Whoever reads carefully these three great Speculative works of Ibsen’s will be astonished to find that it was by no means unconsciously that he ran into these cul-de-sacs; on the contrary, he steered straight for them, and the last sentences of Brand read like a triumphal epigram.
But by this time the floor of universal speculation had become too hot for him, and he trod it no more. He turned to a more comprehensible genre—if one may so call the popular discussions on social morals and society problems.
Here it seemed that the author and the thinker might wander arm in arm towards a clearly perceptible goal. How far he attained is a question which we will leave for the next chapter.
I
Above my table hangs an old engraving after the portrait of a woman by the younger Holbein in the gallery at Windsor. It is a face of the Hedda Gabler type—Hedda Gabler three hundred years ago. Fair as a lily, dressed after the newest fashion of her day with a half aureole on her head, puffed sleeves and a high collar, everything fashionably squeezed and tight-laced, and added to this an inscrutable face with cold, veiled eyes, and a small mouth which promises nothing good.
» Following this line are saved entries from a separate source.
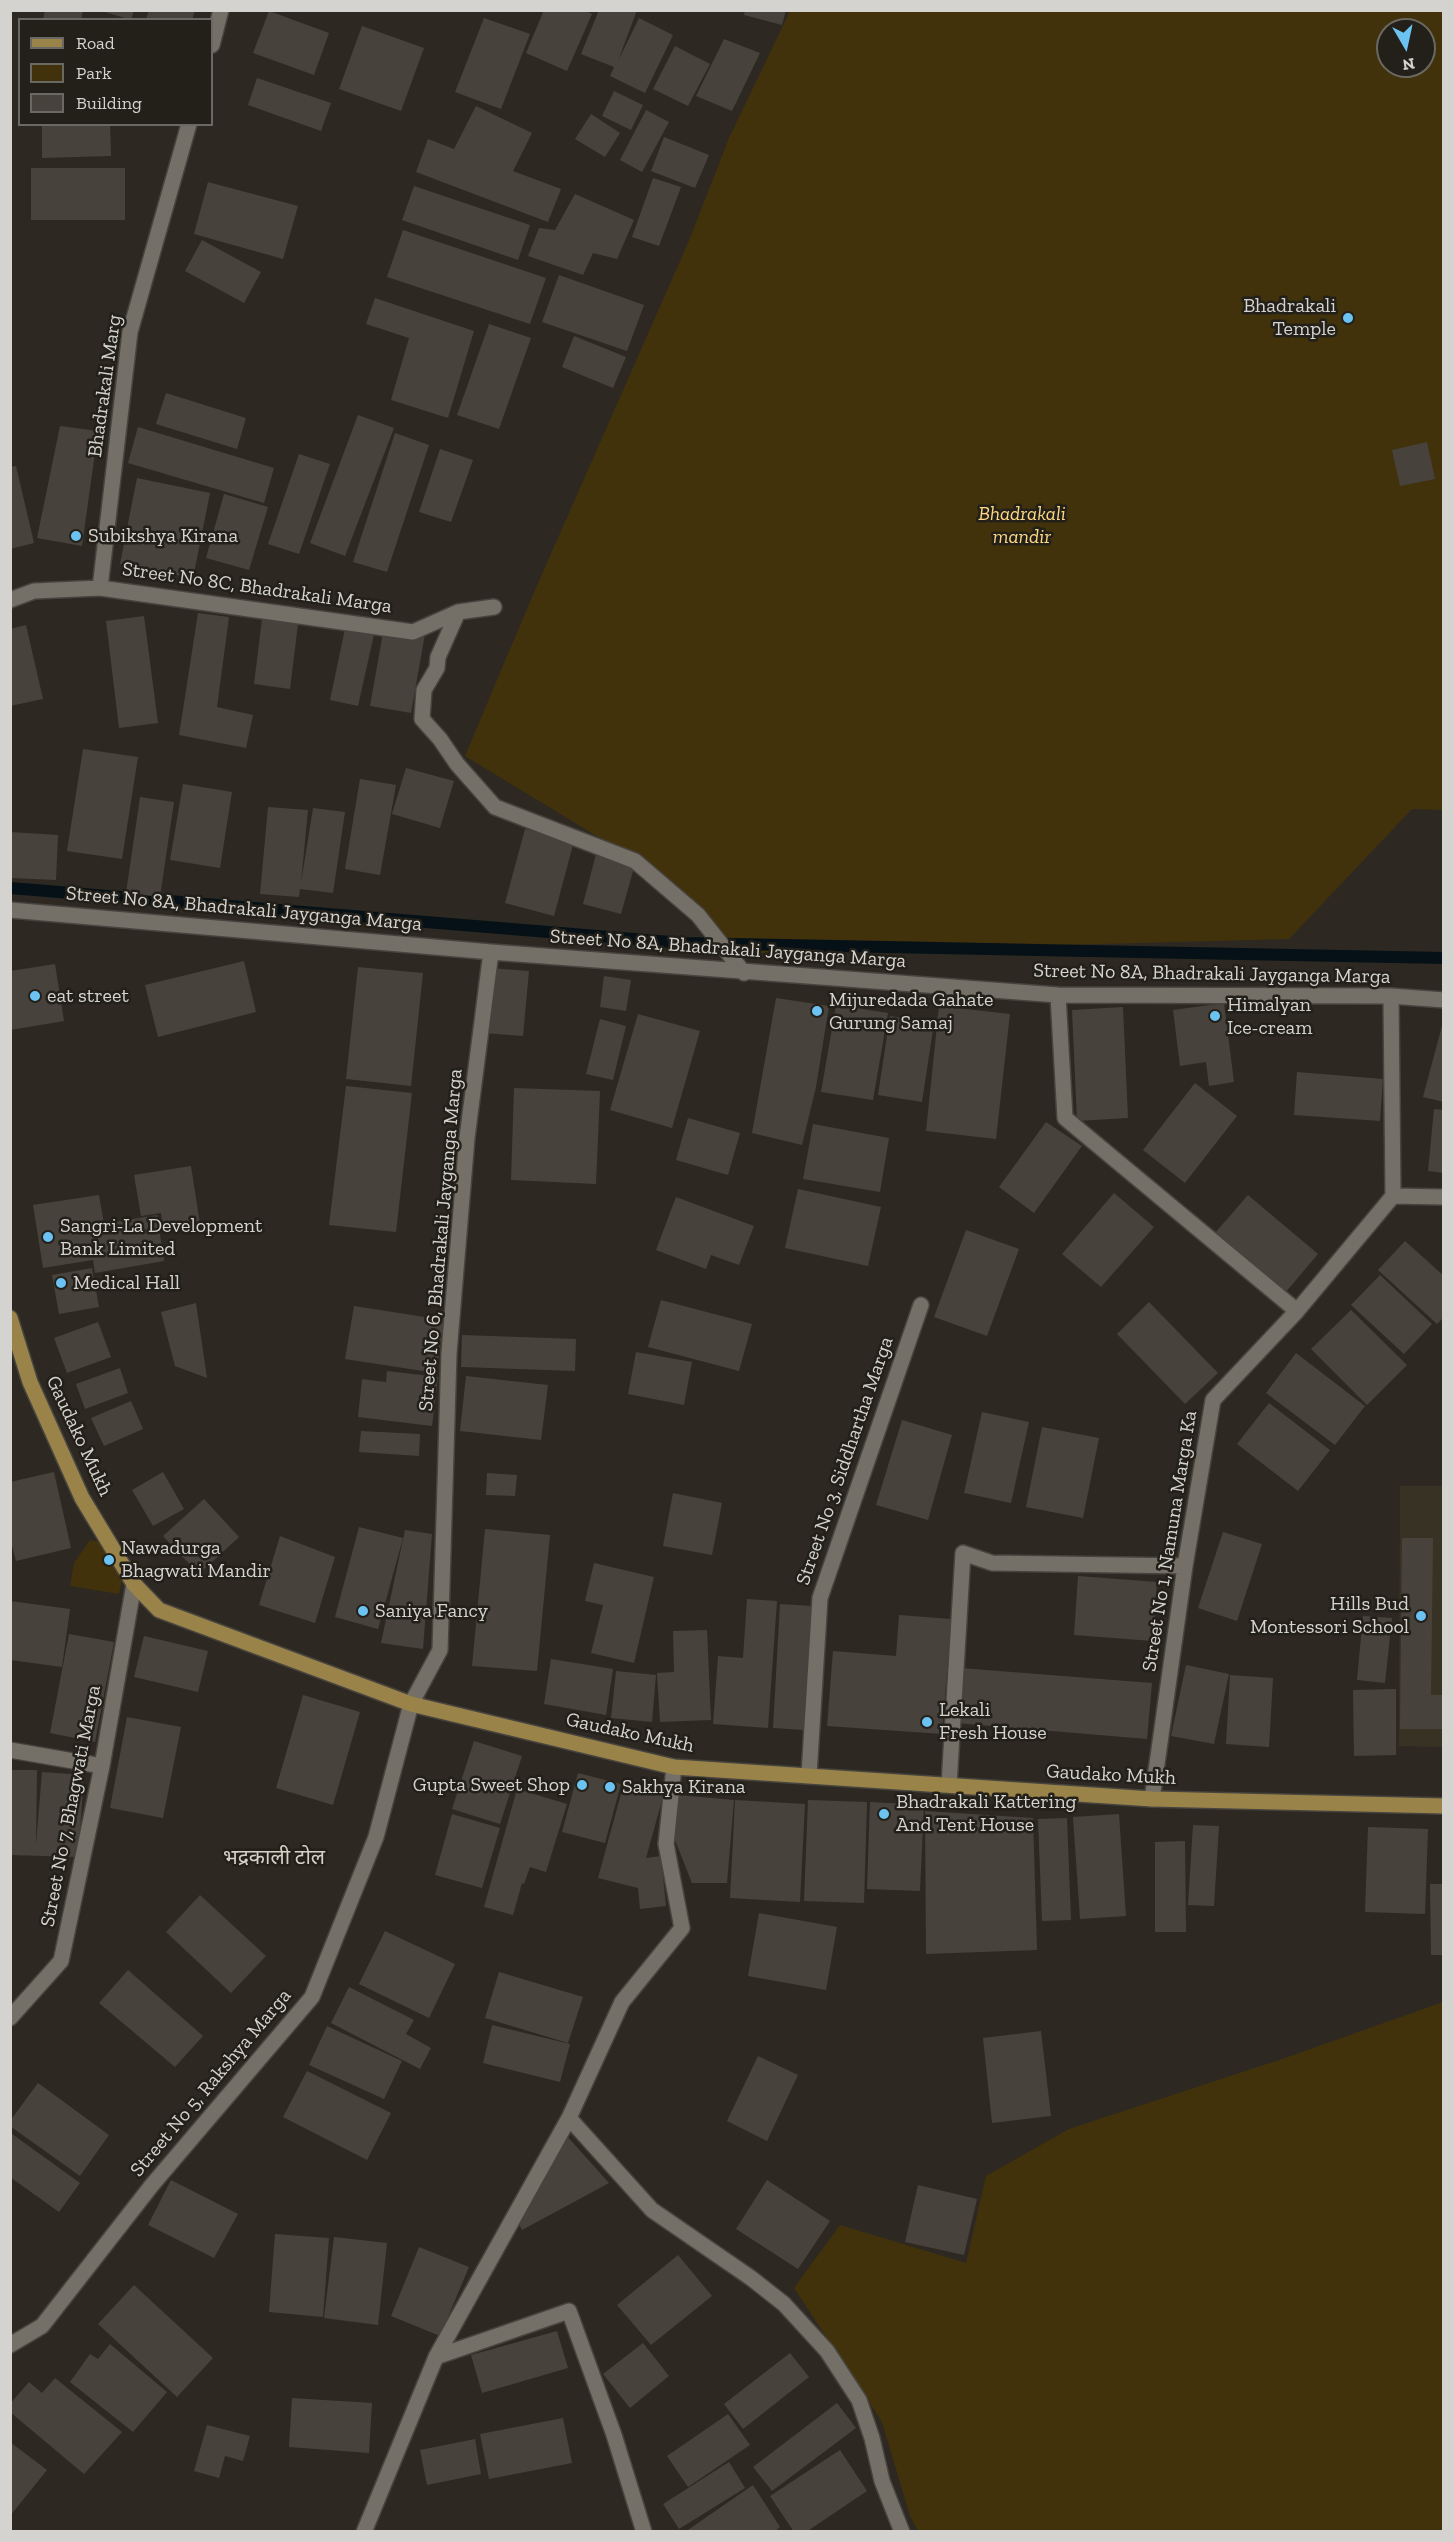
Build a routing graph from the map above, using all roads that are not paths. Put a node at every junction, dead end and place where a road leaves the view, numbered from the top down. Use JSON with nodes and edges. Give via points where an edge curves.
{"nodes":[{"id":1,"x":221,"y":10,"type":"edge"},
{"id":2,"x":213,"y":41,"type":"edge"},
{"id":3,"x":188,"y":126,"type":"edge"},
{"id":4,"x":100,"y":588,"type":"junction"},
{"id":5,"x":10,"y":600,"type":"edge"},
{"id":6,"x":494,"y":607,"type":"dead end"},
{"id":7,"x":458,"y":612,"type":"junction"},
{"id":8,"x":10,"y":910,"type":"edge"},
{"id":9,"x":491,"y":952,"type":"junction"},
{"id":10,"x":744,"y":973,"type":"junction"},
{"id":11,"x":1058,"y":995,"type":"junction"},
{"id":12,"x":1391,"y":996,"type":"junction"},
{"id":13,"x":1443,"y":1000,"type":"edge"},
{"id":14,"x":1393,"y":1196,"type":"junction"},
{"id":15,"x":1443,"y":1197,"type":"edge"},
{"id":16,"x":921,"y":1305,"type":"dead end"},
{"id":17,"x":1297,"y":1311,"type":"junction"},
{"id":18,"x":10,"y":1318,"type":"edge"},
{"id":19,"x":1185,"y":1566,"type":"junction"},
{"id":20,"x":134,"y":1584,"type":"junction"},
{"id":21,"x":411,"y":1704,"type":"junction"},
{"id":22,"x":10,"y":1750,"type":"edge"},
{"id":23,"x":102,"y":1766,"type":"junction"},
{"id":24,"x":674,"y":1767,"type":"junction"},
{"id":25,"x":809,"y":1775,"type":"junction"},
{"id":26,"x":949,"y":1785,"type":"junction"},
{"id":27,"x":1152,"y":1799,"type":"junction"},
{"id":28,"x":1443,"y":1806,"type":"edge"},
{"id":29,"x":10,"y":2018,"type":"edge"},
{"id":30,"x":569,"y":2118,"type":"junction"},
{"id":31,"x":10,"y":2346,"type":"edge"},
{"id":32,"x":436,"y":2357,"type":"junction"},
{"id":33,"x":364,"y":2532,"type":"edge"},
{"id":34,"x":644,"y":2532,"type":"edge"},
{"id":35,"x":902,"y":2532,"type":"edge"}],
"edges":[{"from":1,"to":2,"type":"street"},
{"from":3,"to":4,"type":"street","name":"Bhadrakali Marg","via":[[130,332]]},
{"from":4,"to":5,"type":"street","name":"Street No 8C, Bhadrakali Marga","via":[[34,591]]},
{"from":4,"to":7,"type":"street","name":"Street No 8C, Bhadrakali Marga","via":[[413,632]]},
{"from":6,"to":7,"type":"street","name":"Street No 8C, Bhadrakali Marga"},
{"from":7,"to":10,"type":"street","via":[[437,668],[424,690],[422,719],[457,764],[495,807],[635,861],[698,915]]},
{"from":8,"to":9,"type":"street","name":"Street No 8A, Bhadrakali Jayganga Marga"},
{"from":9,"to":10,"type":"street","name":"Street No 8A, Bhadrakali Jayganga Marga"},
{"from":9,"to":21,"type":"street","name":"Street No 6, Bhadrakali Jayganga Marga","via":[[467,1138],[449,1353],[440,1650]]},
{"from":10,"to":11,"type":"street","name":"Street No 8A, Bhadrakali Jayganga Marga"},
{"from":11,"to":12,"type":"street","name":"Street No 8A, Bhadrakali Jayganga Marga"},
{"from":11,"to":17,"type":"street","via":[[1065,1118]]},
{"from":12,"to":13,"type":"street","name":"Street No 8A, Bhadrakali Jayganga Marga"},
{"from":12,"to":14,"type":"street"},
{"from":14,"to":15,"type":"street"},
{"from":14,"to":17,"type":"street","name":"Street No 1, Namuna Marga Ka"},
{"from":16,"to":25,"type":"street","name":"Street No 3, Siddhartha Marga","via":[[820,1598]]},
{"from":17,"to":19,"type":"street","name":"Street No 1, Namuna Marga Ka","via":[[1214,1400]]},
{"from":18,"to":20,"type":"main road","name":"Gaudako Mukh","via":[[30,1382],[78,1489]]},
{"from":19,"to":26,"type":"street","via":[[992,1563],[963,1553]]},
{"from":19,"to":27,"type":"street","name":"Street No 1, Namuna Marga Ka"},
{"from":20,"to":21,"type":"main road","name":"Gaudako Mukh","via":[[159,1610]]},
{"from":20,"to":23,"type":"street","name":"Street No 7, Bhagwati Marga"},
{"from":21,"to":24,"type":"main road","name":"Gaudako Mukh"},
{"from":21,"to":31,"type":"street","name":"Street No 5, Rakshya Marga","via":[[376,1837],[312,1996],[152,2185],[42,2325]]},
{"from":22,"to":23,"type":"street"},
{"from":23,"to":29,"type":"street","name":"Street No 7, Bhagwati Marga","via":[[61,1961]]},
{"from":24,"to":25,"type":"main road","name":"Gaudako Mukh"},
{"from":24,"to":30,"type":"street","via":[[666,1844],[682,1928],[622,2002]]},
{"from":25,"to":26,"type":"main road","name":"Gaudako Mukh"},
{"from":26,"to":27,"type":"main road","name":"Gaudako Mukh"},
{"from":27,"to":28,"type":"main road","name":"Gaudako Mukh"},
{"from":30,"to":32,"type":"street"},
{"from":30,"to":35,"type":"street","via":[[652,2210],[784,2304],[827,2350],[859,2400],[873,2438],[882,2481]]},
{"from":32,"to":33,"type":"street"},
{"from":32,"to":34,"type":"street","via":[[569,2311]]}]}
She is undoubtedly a well-bred lady of good family, who is not likely to relax her features or change her deportment, but who might possibly allow others to make advances to her. She looks so conscious of her innocence and so demurely attractive, that one thinks that she also may have had an Eckert Lövborg to initiate her theoretically into the lives of young men.
Hedda Gabler is a lady who belongs to the higher middle class, and so carefully has Ibsen analysed her that every one devoted to the study of natural phenomena and class-distinction may, with the help of some preliminary knowledge, study and probe her nature down to the secret structure of her soul. As one well versed in life and anxious to divert attention from the track which he was pursuing, Ibsen declared that this time it was only a psychological study, with no criticism of society and no wrathful pessimism. And so, dear society, good and bad, you may set yourself at rest!
But society was not at rest. This Hedda Gabler was a creature who displeased it. Nearly all women objected to her and declined to entertain such a moral monster at their tea-table, while all women-worshippers felt that through her the whole sex had been wronged, and finally the majority of men were opposed to her because they were not able to discover any traces of either manly or womanly psychology.
This was not only the case in Germany, and in England which is the home of emancipated women and the birthplace of moral zeal, but even in the author’s own Scandinavia they fought shy of her. The priests listened—they who guarded the sacred fire on the altars of the great mystery. “What is this?” they asked. “Is he beginning to speak with tongues?” And the chaste priestesses of the pure Ibsen cult maintained an ominous silence. Everywhere stillness ensued—the stillness of the storm when it rains hailstones.
Another author would have been made to suffer for it; but the great name of the great moralist held hands and tongues at bay.